- _Task goal_
Your task is to output the listing exactly, leaving every image out.

(Exercise data Opens)

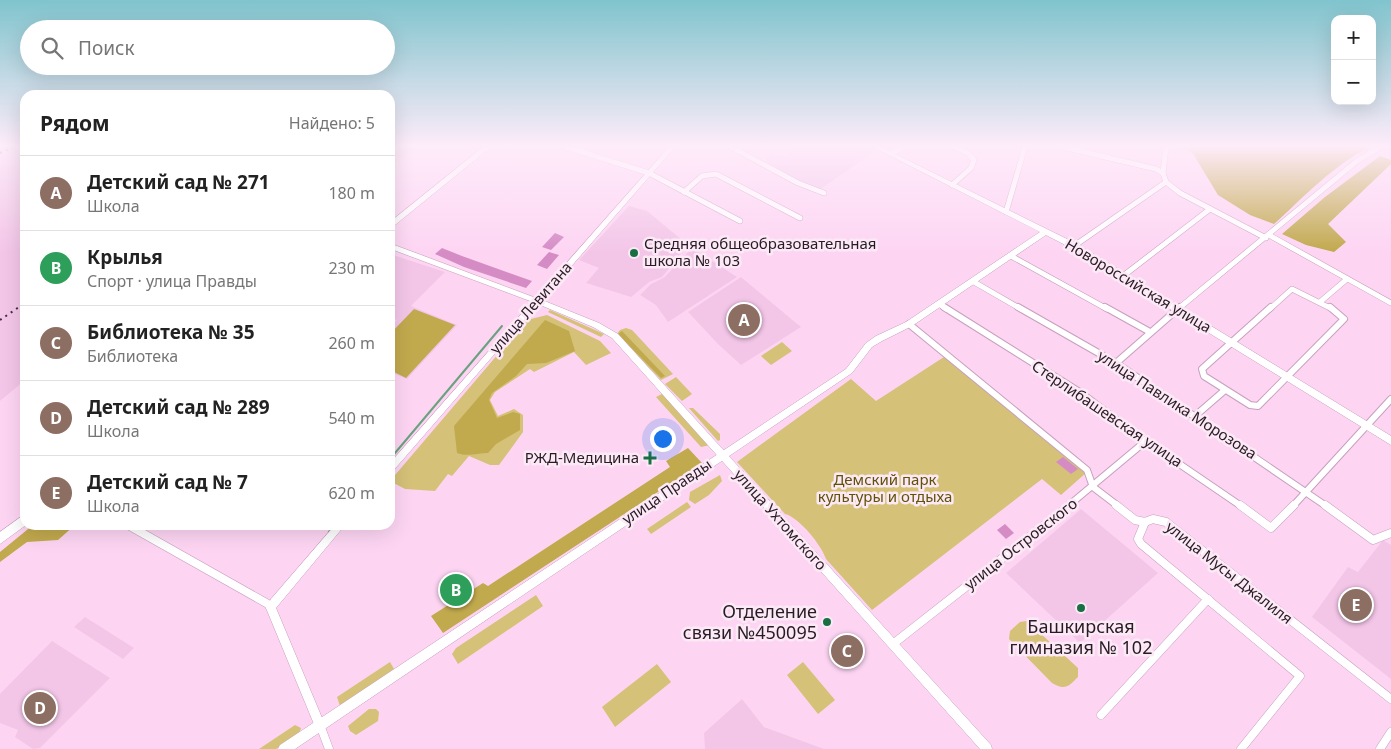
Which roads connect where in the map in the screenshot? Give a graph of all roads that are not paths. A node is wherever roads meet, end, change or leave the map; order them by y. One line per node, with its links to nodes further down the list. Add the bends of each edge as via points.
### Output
1 (444, 182): 18 (main road)
2 (641, 182): 28 (street, улица Левитана)
3 (665, 182): 13 (street)
4 (695, 182): 13 (street)
5 (731, 182): 17 (street)
6 (796, 182): 14 (street)
7 (946, 182): 12 (main road, Новороссийская улица)
8 (955, 182): 12 (street)
9 (1015, 182): 16 (street)
10 (1166, 182): 15 (street); 22 (street)
11 (1333, 182): 21 (street)
12 (952, 185): 16 (main road, Новороссийская улица)
13 (684, 192): 19 (street)
14 (824, 193)
15 (1210, 209): 21 (street); 25 (street)
16 (1006, 212): 20 (main road, Новороссийская улица)
17 (800, 218)
18 (395, 222)
19 (740, 222)
20 (1044, 232): 22 (main road, Новороссийская улица); 24 (main road, улица Правды)
21 (1268, 237): 26 (street); 32 (street)
22 (1074, 246): 25 (main road, Новороссийская улица)
23 (395, 248): 28 (street, улица Ухтомского)
24 (1011, 256): 27 (main road, улица Правды); 34 (street)
25 (1123, 276): 32 (main road, Новороссийская улица)
26 (1347, 279): 29 (street); 30 (street)
27 (974, 282): 31 (main road, улица Правды); 36 (street, улица Павлика Морозова)
28 (536, 301): 44 (street, улица Ухтомского, via 596,325 614,336); 45 (street, улица Левитана)
29 (1320, 302): 35 (street, via 1290,290); 37 (street, via 1344,319)
30 (1391, 303)
31 (939, 304): 33 (main road, улица Правды); 42 (street, Стерлибашевская улица, via 1081,393)
32 (1177, 310): 34 (street); 35 (main road, Новороссийская улица)
33 (909, 324): 44 (main road, улица Правды, via 878,338 849,370); 46 (street, улица Мусы Джалиля, via 1087,470)
34 (1150, 332): 36 (street)
35 (1231, 342): 37 (main road, Новороссийская улица); 38 (street, via 1202,369 1204,376)
36 (1116, 363): 40 (street, улица Павлика Морозова)
37 (1287, 377): 38 (street, via 1258,406); 41 (main road, Новороссийская улица)
38 (1225, 390): 40 (street)
39 (1391, 399): 41 (street)
40 (1195, 416): 47 (street, улица Павлика Морозова)
41 (1366, 426): 43 (main road, Новороссийская улица); 47 (street)
42 (1147, 440): 46 (street, улица Островского); 47 (street, Стерлибашевская улица, via 1271,528)
43 (1391, 441)
44 (722, 455): 56 (street, улица Ухтомского); 59 (main road, улица Правды)
45 (395, 463)
46 (1093, 487): 48 (street, улица Мусы Джалиля, via 1135,520); 56 (street, улица Островского)
47 (1307, 493): 52 (street, улица Павлика Морозова, via 1373,540)
48 (1145, 522): 54 (street, via 1138,539 1141,544); 57 (street, улица Мусы Джалиля, via 1153,519 1166,522)
49 (20, 523): 53 (main road)
50 (137, 530): 55 (street)
51 (337, 530): 55 (street)
52 (1391, 533)
53 (0, 539)
54 (1208, 599): 58 (street); 64 (street, via 1300,676)
55 (271, 608): 59 (street)
56 (893, 644): 63 (street, улица Ухтомского)
57 (1391, 699)
58 (1101, 715)
59 (320, 725): 61 (main road, улица Правды); 62 (street)
60 (1391, 732): 65 (street)
61 (284, 749)
62 (329, 749)
63 (987, 749)
64 (1241, 749)
65 (1380, 749)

(Exercise data Closes)

- _Final answer_
Which roads connect where in the map in the screenshot? Give a graph of all roads that are not paths. A node is wherever roads meet, end, change or leave the map; order them by y. One line per node, with its links to nodes further down the list. Add the bends of each edge as via points.
### Output
1 (444, 182): 18 (main road)
2 (641, 182): 28 (street, улица Левитана)
3 (665, 182): 13 (street)
4 (695, 182): 13 (street)
5 (731, 182): 17 (street)
6 (796, 182): 14 (street)
7 (946, 182): 12 (main road, Новороссийская улица)
8 (955, 182): 12 (street)
9 (1015, 182): 16 (street)
10 (1166, 182): 15 (street); 22 (street)
11 (1333, 182): 21 (street)
12 (952, 185): 16 (main road, Новороссийская улица)
13 (684, 192): 19 (street)
14 (824, 193)
15 (1210, 209): 21 (street); 25 (street)
16 (1006, 212): 20 (main road, Новороссийская улица)
17 (800, 218)
18 (395, 222)
19 (740, 222)
20 (1044, 232): 22 (main road, Новороссийская улица); 24 (main road, улица Правды)
21 (1268, 237): 26 (street); 32 (street)
22 (1074, 246): 25 (main road, Новороссийская улица)
23 (395, 248): 28 (street, улица Ухтомского)
24 (1011, 256): 27 (main road, улица Правды); 34 (street)
25 (1123, 276): 32 (main road, Новороссийская улица)
26 (1347, 279): 29 (street); 30 (street)
27 (974, 282): 31 (main road, улица Правды); 36 (street, улица Павлика Морозова)
28 (536, 301): 44 (street, улица Ухтомского, via 596,325 614,336); 45 (street, улица Левитана)
29 (1320, 302): 35 (street, via 1290,290); 37 (street, via 1344,319)
30 (1391, 303)
31 (939, 304): 33 (main road, улица Правды); 42 (street, Стерлибашевская улица, via 1081,393)
32 (1177, 310): 34 (street); 35 (main road, Новороссийская улица)
33 (909, 324): 44 (main road, улица Правды, via 878,338 849,370); 46 (street, улица Мусы Джалиля, via 1087,470)
34 (1150, 332): 36 (street)
35 (1231, 342): 37 (main road, Новороссийская улица); 38 (street, via 1202,369 1204,376)
36 (1116, 363): 40 (street, улица Павлика Морозова)
37 (1287, 377): 38 (street, via 1258,406); 41 (main road, Новороссийская улица)
38 (1225, 390): 40 (street)
39 (1391, 399): 41 (street)
40 (1195, 416): 47 (street, улица Павлика Морозова)
41 (1366, 426): 43 (main road, Новороссийская улица); 47 (street)
42 (1147, 440): 46 (street, улица Островского); 47 (street, Стерлибашевская улица, via 1271,528)
43 (1391, 441)
44 (722, 455): 56 (street, улица Ухтомского); 59 (main road, улица Правды)
45 (395, 463)
46 (1093, 487): 48 (street, улица Мусы Джалиля, via 1135,520); 56 (street, улица Островского)
47 (1307, 493): 52 (street, улица Павлика Морозова, via 1373,540)
48 (1145, 522): 54 (street, via 1138,539 1141,544); 57 (street, улица Мусы Джалиля, via 1153,519 1166,522)
49 (20, 523): 53 (main road)
50 (137, 530): 55 (street)
51 (337, 530): 55 (street)
52 (1391, 533)
53 (0, 539)
54 (1208, 599): 58 (street); 64 (street, via 1300,676)
55 (271, 608): 59 (street)
56 (893, 644): 63 (street, улица Ухтомского)
57 (1391, 699)
58 (1101, 715)
59 (320, 725): 61 (main road, улица Правды); 62 (street)
60 (1391, 732): 65 (street)
61 (284, 749)
62 (329, 749)
63 (987, 749)
64 (1241, 749)
65 (1380, 749)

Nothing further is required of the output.